Russia jails former US embassy worker for smuggling drugs

Marc Fogel is the latest American to be caught up in Russia’s legal system as tensions between Washington and Moscow soar.

A general view of Terminal F at Sheremetyevo airport in Moscow.
Marc Fogel had been arrested by customs officers in August 2021 after arriving from New York with his wife at Sheremetyevo airport in Moscow [File: Sergei Karpukhin/Reuters]

A Moscow court has sentenced a former US embassy employee to 14 years in prison in a maximum security facility for “large-scale” cannabis smuggling and illegal storage of drugs without a commercial purpose.

“The American citizen [Marc] Fogel has been found guilty,” the Khimki court said in a statement late on Thursday.

Fogel is the latest American to be caught up in Russia’s legal system. The sentence comes as relations between Moscow and the West, particularly Washington, are tense after Moscow invaded Ukraine.

Russian authorities in January said Fogel had been arrested by customs officers in August 2021 after arriving from New York with his wife at Sheremetyevo airport in Moscow.

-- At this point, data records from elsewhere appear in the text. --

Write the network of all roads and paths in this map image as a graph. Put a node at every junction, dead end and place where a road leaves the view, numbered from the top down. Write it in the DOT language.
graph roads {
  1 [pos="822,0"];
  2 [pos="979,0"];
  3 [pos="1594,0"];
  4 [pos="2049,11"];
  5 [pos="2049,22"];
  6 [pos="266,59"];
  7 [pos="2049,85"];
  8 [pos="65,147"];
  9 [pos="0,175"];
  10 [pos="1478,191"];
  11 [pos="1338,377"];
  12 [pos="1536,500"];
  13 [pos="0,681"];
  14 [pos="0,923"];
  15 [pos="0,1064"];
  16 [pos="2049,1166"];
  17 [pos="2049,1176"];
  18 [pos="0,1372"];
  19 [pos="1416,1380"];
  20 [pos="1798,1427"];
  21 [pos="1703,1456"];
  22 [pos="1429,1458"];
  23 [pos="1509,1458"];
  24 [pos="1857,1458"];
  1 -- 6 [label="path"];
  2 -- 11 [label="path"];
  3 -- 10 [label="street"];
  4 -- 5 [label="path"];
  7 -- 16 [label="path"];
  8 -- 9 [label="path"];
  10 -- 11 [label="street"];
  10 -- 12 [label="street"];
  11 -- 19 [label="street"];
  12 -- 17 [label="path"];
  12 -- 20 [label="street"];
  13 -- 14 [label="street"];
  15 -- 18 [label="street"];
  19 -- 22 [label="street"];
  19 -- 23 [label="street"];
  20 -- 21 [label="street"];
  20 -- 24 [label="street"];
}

“During customs checks, the marijuana and hash oil were found in his luggage,” officials said, adding that the drugs were hidden in contact lens cases and e-cigarette cartridges.

At the time of his arrest, Fogel was working as a teacher in the Anglo-American School of Moscow but benefitted from diplomatic immunity until May 2021 due to his previous employment at the US embassy.

He insisted the cannabis was for medical purposes and that it was prescribed in the United States after a spinal operation.

Russia has not made the use of cannabis legal for medicinal purposes.

Several Americans are currently detained in Russian prisons, and vice versa.

In April, the United States exchanged former American marine Trevor Reed, sentenced by a Russian court to nine years in prison for violence, for a Russian pilot who had been in a US jail since 2010.

And US basketball star Brittney Griner is currently in pre-trial detention in a Russian jail for drug smuggling.

The Russian Federal Customs Service said in a statement at the time of the arrest in March that an inspection of her hand luggage “confirmed the presence of ‘vapes’ [and] a liquid with a specific smell”. It said an expert had determined that the liquid was the narcotic cannabis oil.

The US State Department has issued a “do not travel” advisory for Russia and urged all US citizens to depart immediately, citing factors including “the potential for harassment against US citizens by Russian government security officials” and “the embassy’s limited ability to assist” Americans in Russia.